» **Exercise prompt**:
Here is a set of records. Copy them all exactly.

» **Data for this exercise**:
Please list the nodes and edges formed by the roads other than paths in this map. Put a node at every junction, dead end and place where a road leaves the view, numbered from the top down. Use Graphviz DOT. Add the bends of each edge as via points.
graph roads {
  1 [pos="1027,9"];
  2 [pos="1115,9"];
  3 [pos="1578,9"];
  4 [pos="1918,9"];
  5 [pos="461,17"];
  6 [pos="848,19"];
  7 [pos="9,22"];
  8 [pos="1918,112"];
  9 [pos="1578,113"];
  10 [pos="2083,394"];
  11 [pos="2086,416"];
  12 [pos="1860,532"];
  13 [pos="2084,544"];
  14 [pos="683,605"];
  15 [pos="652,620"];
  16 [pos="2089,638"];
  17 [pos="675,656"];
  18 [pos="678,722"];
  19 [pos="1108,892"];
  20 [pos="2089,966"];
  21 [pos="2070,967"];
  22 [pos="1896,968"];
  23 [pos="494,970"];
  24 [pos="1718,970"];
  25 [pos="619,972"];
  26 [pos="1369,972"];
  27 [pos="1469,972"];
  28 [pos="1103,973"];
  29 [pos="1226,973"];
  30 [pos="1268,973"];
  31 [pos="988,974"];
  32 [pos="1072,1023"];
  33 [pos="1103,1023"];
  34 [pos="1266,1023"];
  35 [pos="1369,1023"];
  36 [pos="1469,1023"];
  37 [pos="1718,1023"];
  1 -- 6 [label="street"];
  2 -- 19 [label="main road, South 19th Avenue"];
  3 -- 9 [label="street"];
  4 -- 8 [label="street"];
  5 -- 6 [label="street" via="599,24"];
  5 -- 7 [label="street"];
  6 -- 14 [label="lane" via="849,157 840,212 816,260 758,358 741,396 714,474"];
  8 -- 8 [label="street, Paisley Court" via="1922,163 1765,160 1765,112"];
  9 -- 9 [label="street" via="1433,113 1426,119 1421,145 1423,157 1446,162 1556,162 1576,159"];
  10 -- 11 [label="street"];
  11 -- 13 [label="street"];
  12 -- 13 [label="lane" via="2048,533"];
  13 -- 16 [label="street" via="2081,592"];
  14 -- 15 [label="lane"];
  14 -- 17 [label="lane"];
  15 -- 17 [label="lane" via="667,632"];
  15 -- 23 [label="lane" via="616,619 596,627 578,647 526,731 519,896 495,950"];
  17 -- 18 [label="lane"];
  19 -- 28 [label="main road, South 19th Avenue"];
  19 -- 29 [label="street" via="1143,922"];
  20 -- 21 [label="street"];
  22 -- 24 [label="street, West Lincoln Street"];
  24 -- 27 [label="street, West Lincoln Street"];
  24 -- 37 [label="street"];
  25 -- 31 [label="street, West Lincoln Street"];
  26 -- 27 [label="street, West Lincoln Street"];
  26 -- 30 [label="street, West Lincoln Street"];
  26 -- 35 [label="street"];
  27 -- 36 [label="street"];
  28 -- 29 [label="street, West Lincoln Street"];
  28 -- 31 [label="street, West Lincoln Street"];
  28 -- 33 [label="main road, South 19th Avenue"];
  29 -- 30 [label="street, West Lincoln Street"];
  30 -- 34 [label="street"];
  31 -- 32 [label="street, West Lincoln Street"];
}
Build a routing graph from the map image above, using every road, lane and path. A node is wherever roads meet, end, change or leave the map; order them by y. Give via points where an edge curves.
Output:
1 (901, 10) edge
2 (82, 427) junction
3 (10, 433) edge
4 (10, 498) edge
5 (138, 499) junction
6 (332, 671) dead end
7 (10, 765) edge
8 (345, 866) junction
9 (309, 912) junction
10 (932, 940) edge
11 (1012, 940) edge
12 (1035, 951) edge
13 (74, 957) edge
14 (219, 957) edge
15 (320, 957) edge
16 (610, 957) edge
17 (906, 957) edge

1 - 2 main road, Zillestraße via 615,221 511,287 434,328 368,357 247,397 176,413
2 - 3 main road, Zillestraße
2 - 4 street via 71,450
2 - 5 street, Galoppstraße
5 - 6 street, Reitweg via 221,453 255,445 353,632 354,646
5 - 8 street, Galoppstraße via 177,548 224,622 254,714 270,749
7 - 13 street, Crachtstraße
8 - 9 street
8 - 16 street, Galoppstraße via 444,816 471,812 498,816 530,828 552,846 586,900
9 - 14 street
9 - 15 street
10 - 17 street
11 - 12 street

» **Answer to this task**:
Please list the nodes and edges formed by the roads other than paths in this map. Put a node at every junction, dead end and place where a road leaves the view, numbered from the top down. Use Graphviz DOT. Add the bends of each edge as via points.
graph roads {
  1 [pos="1027,9"];
  2 [pos="1115,9"];
  3 [pos="1578,9"];
  4 [pos="1918,9"];
  5 [pos="461,17"];
  6 [pos="848,19"];
  7 [pos="9,22"];
  8 [pos="1918,112"];
  9 [pos="1578,113"];
  10 [pos="2083,394"];
  11 [pos="2086,416"];
  12 [pos="1860,532"];
  13 [pos="2084,544"];
  14 [pos="683,605"];
  15 [pos="652,620"];
  16 [pos="2089,638"];
  17 [pos="675,656"];
  18 [pos="678,722"];
  19 [pos="1108,892"];
  20 [pos="2089,966"];
  21 [pos="2070,967"];
  22 [pos="1896,968"];
  23 [pos="494,970"];
  24 [pos="1718,970"];
  25 [pos="619,972"];
  26 [pos="1369,972"];
  27 [pos="1469,972"];
  28 [pos="1103,973"];
  29 [pos="1226,973"];
  30 [pos="1268,973"];
  31 [pos="988,974"];
  32 [pos="1072,1023"];
  33 [pos="1103,1023"];
  34 [pos="1266,1023"];
  35 [pos="1369,1023"];
  36 [pos="1469,1023"];
  37 [pos="1718,1023"];
  1 -- 6 [label="street"];
  2 -- 19 [label="main road, South 19th Avenue"];
  3 -- 9 [label="street"];
  4 -- 8 [label="street"];
  5 -- 6 [label="street" via="599,24"];
  5 -- 7 [label="street"];
  6 -- 14 [label="lane" via="849,157 840,212 816,260 758,358 741,396 714,474"];
  8 -- 8 [label="street, Paisley Court" via="1922,163 1765,160 1765,112"];
  9 -- 9 [label="street" via="1433,113 1426,119 1421,145 1423,157 1446,162 1556,162 1576,159"];
  10 -- 11 [label="street"];
  11 -- 13 [label="street"];
  12 -- 13 [label="lane" via="2048,533"];
  13 -- 16 [label="street" via="2081,592"];
  14 -- 15 [label="lane"];
  14 -- 17 [label="lane"];
  15 -- 17 [label="lane" via="667,632"];
  15 -- 23 [label="lane" via="616,619 596,627 578,647 526,731 519,896 495,950"];
  17 -- 18 [label="lane"];
  19 -- 28 [label="main road, South 19th Avenue"];
  19 -- 29 [label="street" via="1143,922"];
  20 -- 21 [label="street"];
  22 -- 24 [label="street, West Lincoln Street"];
  24 -- 27 [label="street, West Lincoln Street"];
  24 -- 37 [label="street"];
  25 -- 31 [label="street, West Lincoln Street"];
  26 -- 27 [label="street, West Lincoln Street"];
  26 -- 30 [label="street, West Lincoln Street"];
  26 -- 35 [label="street"];
  27 -- 36 [label="street"];
  28 -- 29 [label="street, West Lincoln Street"];
  28 -- 31 [label="street, West Lincoln Street"];
  28 -- 33 [label="main road, South 19th Avenue"];
  29 -- 30 [label="street, West Lincoln Street"];
  30 -- 34 [label="street"];
  31 -- 32 [label="street, West Lincoln Street"];
}
Build a routing graph from the map image above, using every road, lane and path. A node is wherever roads meet, end, change or leave the map; order them by y. Give via points where an edge curves.
Output:
1 (901, 10) edge
2 (82, 427) junction
3 (10, 433) edge
4 (10, 498) edge
5 (138, 499) junction
6 (332, 671) dead end
7 (10, 765) edge
8 (345, 866) junction
9 (309, 912) junction
10 (932, 940) edge
11 (1012, 940) edge
12 (1035, 951) edge
13 (74, 957) edge
14 (219, 957) edge
15 (320, 957) edge
16 (610, 957) edge
17 (906, 957) edge

1 - 2 main road, Zillestraße via 615,221 511,287 434,328 368,357 247,397 176,413
2 - 3 main road, Zillestraße
2 - 4 street via 71,450
2 - 5 street, Galoppstraße
5 - 6 street, Reitweg via 221,453 255,445 353,632 354,646
5 - 8 street, Galoppstraße via 177,548 224,622 254,714 270,749
7 - 13 street, Crachtstraße
8 - 9 street
8 - 16 street, Galoppstraße via 444,816 471,812 498,816 530,828 552,846 586,900
9 - 14 street
9 - 15 street
10 - 17 street
11 - 12 street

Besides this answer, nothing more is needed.